No quedan días de verano

No quedan días de verano

El parentesco de las dos películas invita a compararlas, lucha en la que Mi vacío y yo sale perdiendo. En su anterior película, una especie de revisión contemporánea de Vestida de azul, Silvestre hacía una propuesta mucho más viva y poliédrica, introducía ese cuerpo trans (transgénero, transgresor) en lo rural y daba voz a numerosas contradicciones y desencuentros dentro del colectivo.

El nuevo enfoque es más tradicional y uniforme, menos expansivo. También, en consecuencia, más claro y centrado. Al seguir de cerca la evolución de Raphi a lo largo del tiempo podemos prestar más atención a sus dudas, sus miedos, escuchar atentamente el torbellino de una intimidad cambiante, que a veces huye de sí misma y otras se busca desesperada. La película no huye de lo feo (la exploración sexual divergente con compañeros cis heterosexuales normativos, con el peligro, físico y emocional, que eso conlleva) ni evita lo bonito (las redes de apoyo entre iguales, las oportunidades y el privilegio de una chica de clase media que vive en el centro de Barcelona). Si de algo sirve Mi vacío y yo es para mostrarnos un primer plano de una de las muchas personas reales que están detrás de la imagen deformada y deshumanizada que proyecta el debate público en torno a una ley tan mentada como malentendida. Esta es una película sobre una mujer mirándose en el espejo, y Silvestre consigue que veamos el reflejo tal y como es. Sin desfiguraciones, sin estilizaciones épicas y míticas como la de los Javis ni extremos trágicos como Girl de Lukas Dhont. No es que sea una propuesta mejor o peor, simplemente es más realista, funcional y humana que espectacular.
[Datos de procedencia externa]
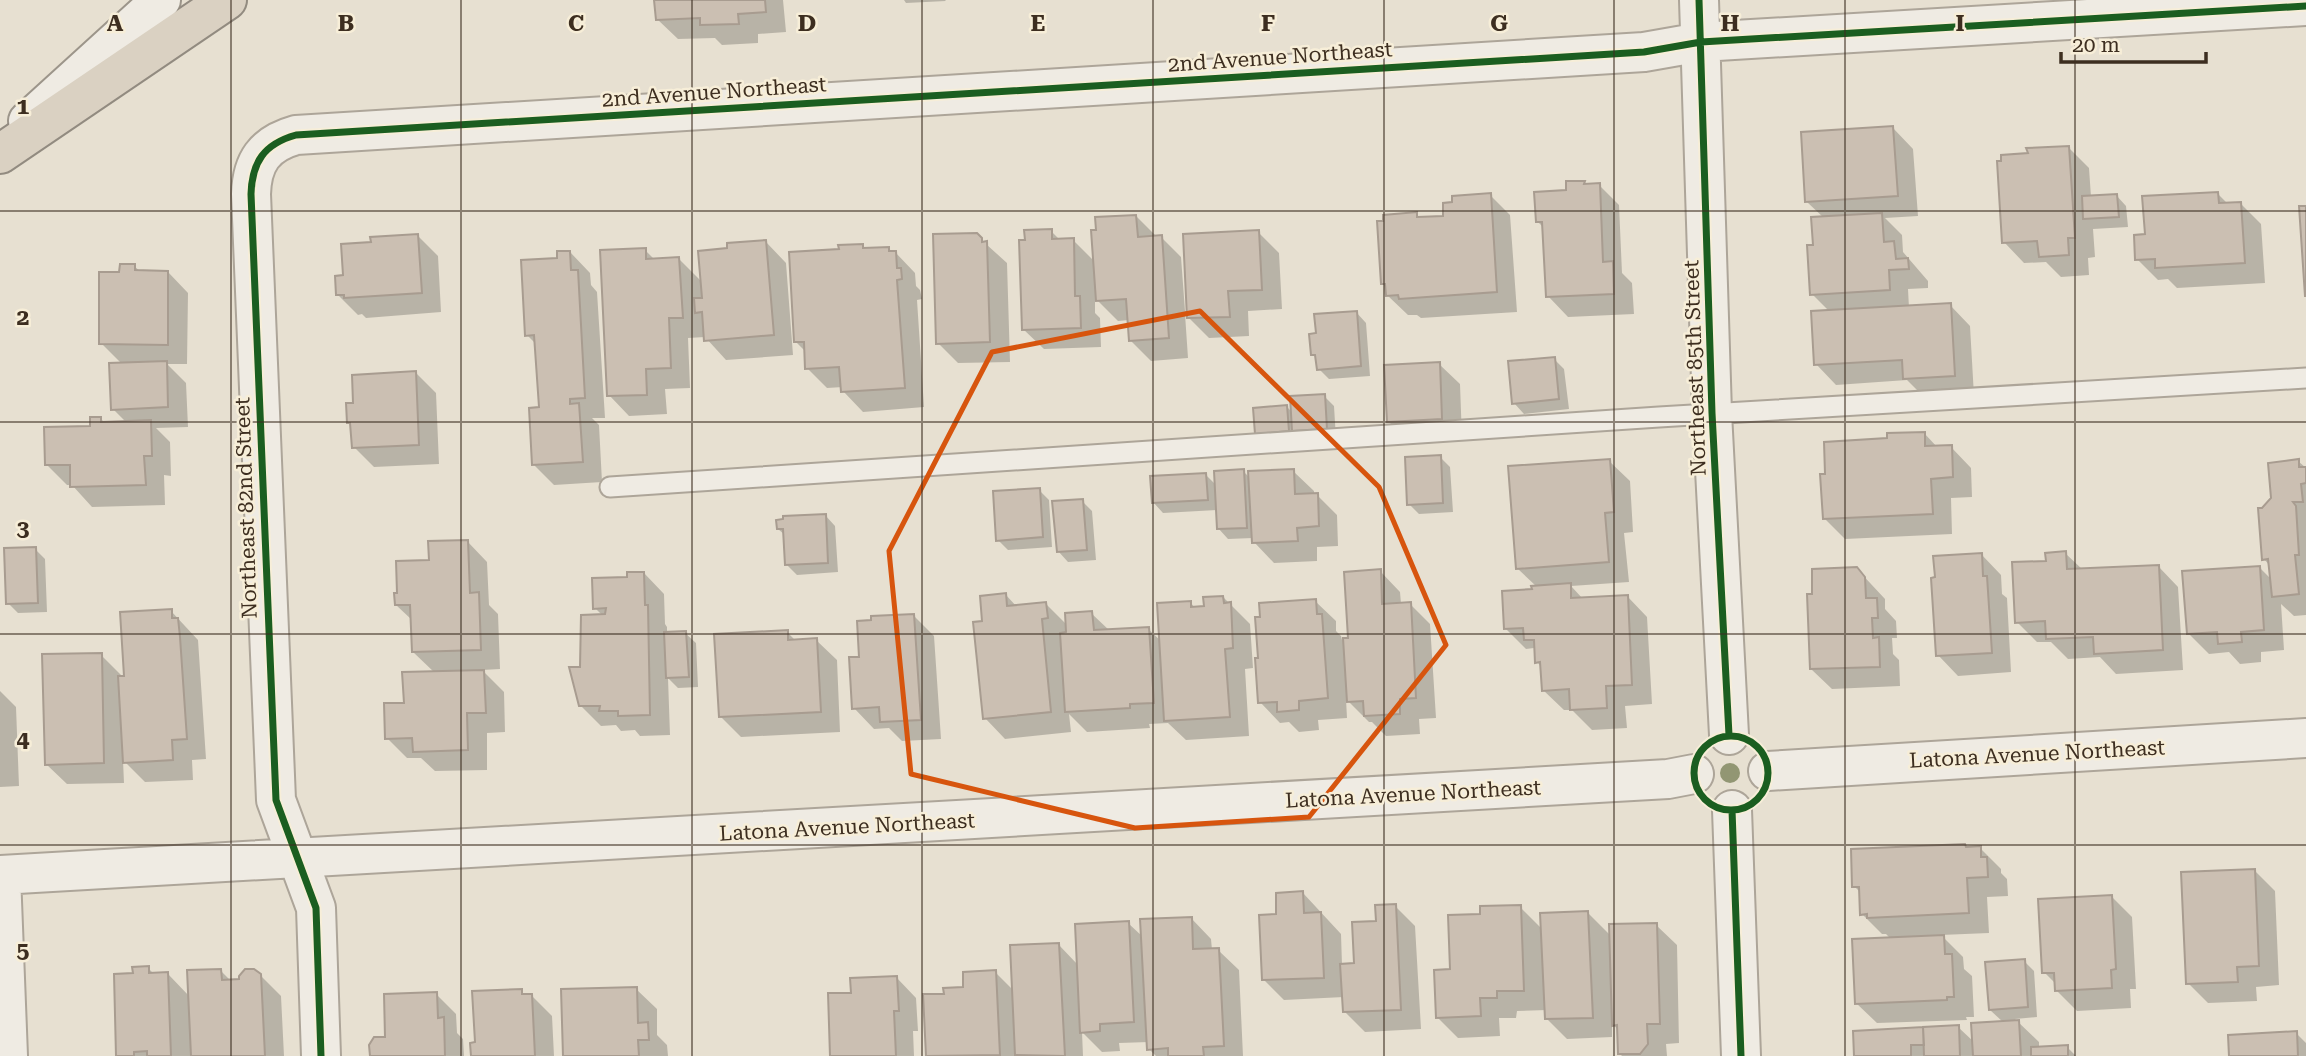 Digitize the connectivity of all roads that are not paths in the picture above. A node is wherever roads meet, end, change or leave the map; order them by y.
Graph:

El ejemplo de Raphi ilustra lo agotadora, confusa y dolorosa que puede ser la transición de una persona, incluso teniendo casi todo a su favor (apoyo familiar, procedimientos públicos, un contexto de libertad). Y eso mientras intenta dibujar su imagen definitiva, quimera universal que sufre toda persona joven, cis o no. Es normal que las personas trans estén hartas. En los últimos años han aparecido en los medios algunas voces que reclaman su derecho a no tener que explicar su realidad a un público ineducado en cuestiones trans. “No tienes derecho a saber”, dice la cantante Tami T. “Iluminarte no es nuestra obligación”. Más elocuente fue Kimmy Couture, concursante trans del programa de drag queens Canada Drag Race: “No vine a este mundo para educar a la gente. Solo quiero disfrutar de mi puto cóctel, tía”. Para los que tengan dudas, Mi vacío y yo.